═══ DATASET EXCERPTS

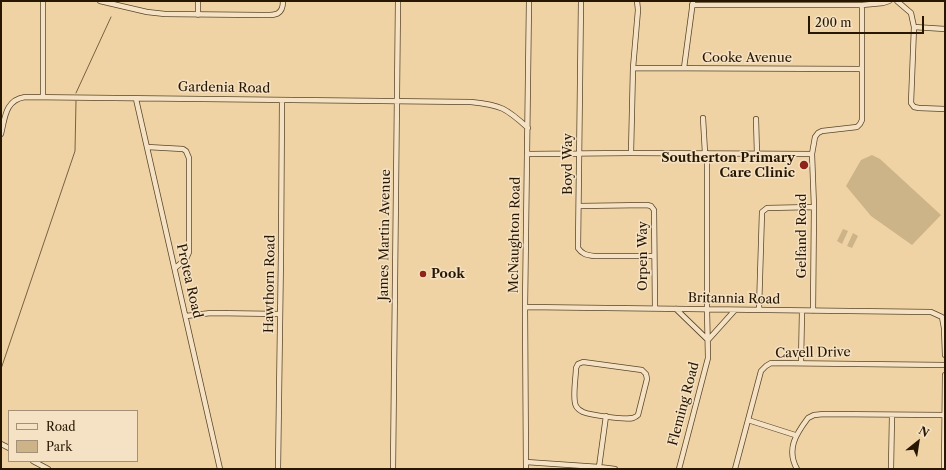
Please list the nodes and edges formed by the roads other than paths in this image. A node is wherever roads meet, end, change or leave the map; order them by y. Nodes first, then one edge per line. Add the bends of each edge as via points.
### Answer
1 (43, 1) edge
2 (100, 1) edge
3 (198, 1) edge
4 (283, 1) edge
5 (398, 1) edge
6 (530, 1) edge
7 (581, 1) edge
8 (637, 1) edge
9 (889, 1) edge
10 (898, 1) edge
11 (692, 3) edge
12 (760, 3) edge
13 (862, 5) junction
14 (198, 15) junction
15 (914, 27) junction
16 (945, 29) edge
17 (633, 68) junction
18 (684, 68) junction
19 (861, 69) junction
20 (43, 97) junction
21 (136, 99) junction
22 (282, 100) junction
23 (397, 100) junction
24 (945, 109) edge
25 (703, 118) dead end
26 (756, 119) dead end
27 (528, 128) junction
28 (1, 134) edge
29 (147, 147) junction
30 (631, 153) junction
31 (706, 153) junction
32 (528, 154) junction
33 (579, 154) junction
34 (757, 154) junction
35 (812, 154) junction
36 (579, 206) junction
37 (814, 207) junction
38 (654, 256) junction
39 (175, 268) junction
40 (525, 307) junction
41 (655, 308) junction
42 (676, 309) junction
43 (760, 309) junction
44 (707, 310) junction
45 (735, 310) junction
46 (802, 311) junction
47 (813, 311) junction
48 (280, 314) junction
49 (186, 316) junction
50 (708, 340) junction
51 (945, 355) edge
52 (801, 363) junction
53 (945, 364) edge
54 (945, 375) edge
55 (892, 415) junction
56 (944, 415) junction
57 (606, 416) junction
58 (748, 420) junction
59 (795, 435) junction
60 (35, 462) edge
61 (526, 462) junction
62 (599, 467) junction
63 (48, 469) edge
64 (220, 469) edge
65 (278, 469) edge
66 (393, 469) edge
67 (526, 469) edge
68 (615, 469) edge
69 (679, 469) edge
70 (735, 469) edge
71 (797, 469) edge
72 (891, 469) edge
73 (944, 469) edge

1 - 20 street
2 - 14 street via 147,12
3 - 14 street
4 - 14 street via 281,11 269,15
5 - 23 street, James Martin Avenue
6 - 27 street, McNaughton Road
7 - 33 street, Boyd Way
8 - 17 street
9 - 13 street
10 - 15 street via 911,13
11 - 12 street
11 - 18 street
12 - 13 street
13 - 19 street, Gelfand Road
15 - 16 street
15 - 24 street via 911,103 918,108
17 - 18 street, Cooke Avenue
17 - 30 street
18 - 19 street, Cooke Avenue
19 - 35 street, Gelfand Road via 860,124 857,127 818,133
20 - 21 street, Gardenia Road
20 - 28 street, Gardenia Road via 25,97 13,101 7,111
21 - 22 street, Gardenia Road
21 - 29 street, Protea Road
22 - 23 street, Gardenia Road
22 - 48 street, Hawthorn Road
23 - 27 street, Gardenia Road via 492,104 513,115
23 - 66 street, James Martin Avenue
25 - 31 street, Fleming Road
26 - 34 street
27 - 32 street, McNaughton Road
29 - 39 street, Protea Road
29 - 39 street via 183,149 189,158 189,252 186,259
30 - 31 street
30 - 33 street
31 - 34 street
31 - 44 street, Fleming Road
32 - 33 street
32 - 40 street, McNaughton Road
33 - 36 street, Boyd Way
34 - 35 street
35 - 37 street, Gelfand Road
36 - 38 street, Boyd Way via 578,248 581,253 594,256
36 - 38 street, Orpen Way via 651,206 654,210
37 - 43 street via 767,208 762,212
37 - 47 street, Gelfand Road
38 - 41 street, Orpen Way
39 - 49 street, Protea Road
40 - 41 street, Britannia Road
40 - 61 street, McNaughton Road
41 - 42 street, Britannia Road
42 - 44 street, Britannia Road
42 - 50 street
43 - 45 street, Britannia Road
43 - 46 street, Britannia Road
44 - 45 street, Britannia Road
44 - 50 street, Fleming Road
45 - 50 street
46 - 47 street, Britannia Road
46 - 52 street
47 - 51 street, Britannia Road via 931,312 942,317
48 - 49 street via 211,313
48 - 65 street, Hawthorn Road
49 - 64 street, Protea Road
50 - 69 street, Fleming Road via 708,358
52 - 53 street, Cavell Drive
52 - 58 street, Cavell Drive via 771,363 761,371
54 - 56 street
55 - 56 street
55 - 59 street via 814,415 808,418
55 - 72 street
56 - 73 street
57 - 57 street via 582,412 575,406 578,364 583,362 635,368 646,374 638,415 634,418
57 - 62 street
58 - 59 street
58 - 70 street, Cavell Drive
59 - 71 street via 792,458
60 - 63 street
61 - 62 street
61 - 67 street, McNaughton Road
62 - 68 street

══════

Return every line of the data above exactly, and omit all pictures.

Please list the nodes and edges formed by the roads other than paths in this image. A node is wherever roads meet, end, change or leave the map; order them by y. Nodes first, then one edge per line. Add the bends of each edge as via points.
### Answer
1 (43, 1) edge
2 (100, 1) edge
3 (198, 1) edge
4 (283, 1) edge
5 (398, 1) edge
6 (530, 1) edge
7 (581, 1) edge
8 (637, 1) edge
9 (889, 1) edge
10 (898, 1) edge
11 (692, 3) edge
12 (760, 3) edge
13 (862, 5) junction
14 (198, 15) junction
15 (914, 27) junction
16 (945, 29) edge
17 (633, 68) junction
18 (684, 68) junction
19 (861, 69) junction
20 (43, 97) junction
21 (136, 99) junction
22 (282, 100) junction
23 (397, 100) junction
24 (945, 109) edge
25 (703, 118) dead end
26 (756, 119) dead end
27 (528, 128) junction
28 (1, 134) edge
29 (147, 147) junction
30 (631, 153) junction
31 (706, 153) junction
32 (528, 154) junction
33 (579, 154) junction
34 (757, 154) junction
35 (812, 154) junction
36 (579, 206) junction
37 (814, 207) junction
38 (654, 256) junction
39 (175, 268) junction
40 (525, 307) junction
41 (655, 308) junction
42 (676, 309) junction
43 (760, 309) junction
44 (707, 310) junction
45 (735, 310) junction
46 (802, 311) junction
47 (813, 311) junction
48 (280, 314) junction
49 (186, 316) junction
50 (708, 340) junction
51 (945, 355) edge
52 (801, 363) junction
53 (945, 364) edge
54 (945, 375) edge
55 (892, 415) junction
56 (944, 415) junction
57 (606, 416) junction
58 (748, 420) junction
59 (795, 435) junction
60 (35, 462) edge
61 (526, 462) junction
62 (599, 467) junction
63 (48, 469) edge
64 (220, 469) edge
65 (278, 469) edge
66 (393, 469) edge
67 (526, 469) edge
68 (615, 469) edge
69 (679, 469) edge
70 (735, 469) edge
71 (797, 469) edge
72 (891, 469) edge
73 (944, 469) edge

1 - 20 street
2 - 14 street via 147,12
3 - 14 street
4 - 14 street via 281,11 269,15
5 - 23 street, James Martin Avenue
6 - 27 street, McNaughton Road
7 - 33 street, Boyd Way
8 - 17 street
9 - 13 street
10 - 15 street via 911,13
11 - 12 street
11 - 18 street
12 - 13 street
13 - 19 street, Gelfand Road
15 - 16 street
15 - 24 street via 911,103 918,108
17 - 18 street, Cooke Avenue
17 - 30 street
18 - 19 street, Cooke Avenue
19 - 35 street, Gelfand Road via 860,124 857,127 818,133
20 - 21 street, Gardenia Road
20 - 28 street, Gardenia Road via 25,97 13,101 7,111
21 - 22 street, Gardenia Road
21 - 29 street, Protea Road
22 - 23 street, Gardenia Road
22 - 48 street, Hawthorn Road
23 - 27 street, Gardenia Road via 492,104 513,115
23 - 66 street, James Martin Avenue
25 - 31 street, Fleming Road
26 - 34 street
27 - 32 street, McNaughton Road
29 - 39 street, Protea Road
29 - 39 street via 183,149 189,158 189,252 186,259
30 - 31 street
30 - 33 street
31 - 34 street
31 - 44 street, Fleming Road
32 - 33 street
32 - 40 street, McNaughton Road
33 - 36 street, Boyd Way
34 - 35 street
35 - 37 street, Gelfand Road
36 - 38 street, Boyd Way via 578,248 581,253 594,256
36 - 38 street, Orpen Way via 651,206 654,210
37 - 43 street via 767,208 762,212
37 - 47 street, Gelfand Road
38 - 41 street, Orpen Way
39 - 49 street, Protea Road
40 - 41 street, Britannia Road
40 - 61 street, McNaughton Road
41 - 42 street, Britannia Road
42 - 44 street, Britannia Road
42 - 50 street
43 - 45 street, Britannia Road
43 - 46 street, Britannia Road
44 - 45 street, Britannia Road
44 - 50 street, Fleming Road
45 - 50 street
46 - 47 street, Britannia Road
46 - 52 street
47 - 51 street, Britannia Road via 931,312 942,317
48 - 49 street via 211,313
48 - 65 street, Hawthorn Road
49 - 64 street, Protea Road
50 - 69 street, Fleming Road via 708,358
52 - 53 street, Cavell Drive
52 - 58 street, Cavell Drive via 771,363 761,371
54 - 56 street
55 - 56 street
55 - 59 street via 814,415 808,418
55 - 72 street
56 - 73 street
57 - 57 street via 582,412 575,406 578,364 583,362 635,368 646,374 638,415 634,418
57 - 62 street
58 - 59 street
58 - 70 street, Cavell Drive
59 - 71 street via 792,458
60 - 63 street
61 - 62 street
61 - 67 street, McNaughton Road
62 - 68 street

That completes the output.